Source information —
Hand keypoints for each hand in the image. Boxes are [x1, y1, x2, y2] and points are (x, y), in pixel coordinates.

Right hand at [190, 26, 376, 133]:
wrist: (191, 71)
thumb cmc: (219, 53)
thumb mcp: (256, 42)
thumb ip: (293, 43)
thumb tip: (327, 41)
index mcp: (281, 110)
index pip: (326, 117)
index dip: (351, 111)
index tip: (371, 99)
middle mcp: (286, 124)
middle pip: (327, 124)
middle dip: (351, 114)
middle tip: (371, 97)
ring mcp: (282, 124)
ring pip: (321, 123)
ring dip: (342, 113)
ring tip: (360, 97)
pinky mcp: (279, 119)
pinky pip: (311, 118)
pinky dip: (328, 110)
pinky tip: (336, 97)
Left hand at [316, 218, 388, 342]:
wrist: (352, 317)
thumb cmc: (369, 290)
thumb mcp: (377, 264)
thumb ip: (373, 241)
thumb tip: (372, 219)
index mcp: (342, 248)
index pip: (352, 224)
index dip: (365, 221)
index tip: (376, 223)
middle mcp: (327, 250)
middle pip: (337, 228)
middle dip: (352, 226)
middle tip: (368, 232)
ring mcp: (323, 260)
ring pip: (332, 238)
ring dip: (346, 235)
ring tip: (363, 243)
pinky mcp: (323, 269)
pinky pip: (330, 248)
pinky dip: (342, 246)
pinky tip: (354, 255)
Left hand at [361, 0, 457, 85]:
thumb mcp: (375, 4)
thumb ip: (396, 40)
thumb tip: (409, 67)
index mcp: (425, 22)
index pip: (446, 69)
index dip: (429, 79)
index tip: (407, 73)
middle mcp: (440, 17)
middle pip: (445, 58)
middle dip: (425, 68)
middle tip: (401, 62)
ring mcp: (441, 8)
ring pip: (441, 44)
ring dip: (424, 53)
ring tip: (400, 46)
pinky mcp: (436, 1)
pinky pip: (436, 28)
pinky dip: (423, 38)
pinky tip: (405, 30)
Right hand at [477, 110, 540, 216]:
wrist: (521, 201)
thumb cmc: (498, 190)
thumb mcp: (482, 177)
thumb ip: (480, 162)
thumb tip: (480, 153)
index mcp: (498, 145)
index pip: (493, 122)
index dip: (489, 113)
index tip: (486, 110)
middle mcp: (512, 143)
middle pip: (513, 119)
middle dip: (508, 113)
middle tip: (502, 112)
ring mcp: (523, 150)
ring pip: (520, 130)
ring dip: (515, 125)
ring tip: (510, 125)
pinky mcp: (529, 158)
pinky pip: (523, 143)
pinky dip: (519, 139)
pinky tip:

What you need to do — Set down exactly the lines of the data above, beginning with the line that has "index mcp: (425, 22)" and ending with the line that has "thumb ip: (480, 162)", and no others.

Answer to this problem —
index mcp: (425, 22)
index pip: (446, 69)
index dip: (429, 79)
index tip: (407, 73)
middle mcp: (440, 17)
middle pip: (445, 58)
middle dip: (425, 68)
middle tip: (401, 62)
ring mcp: (441, 8)
ring pip: (441, 44)
ring dip: (424, 53)
ring tip: (400, 46)
pinky mcp: (436, 1)
pinky pip: (436, 28)
pinky dip: (423, 38)
pinky tip: (405, 30)
Right hand at [477, 110, 540, 216]:
wrist: (521, 201)
thumb cmc: (498, 190)
thumb mcp: (482, 177)
thumb ip: (480, 162)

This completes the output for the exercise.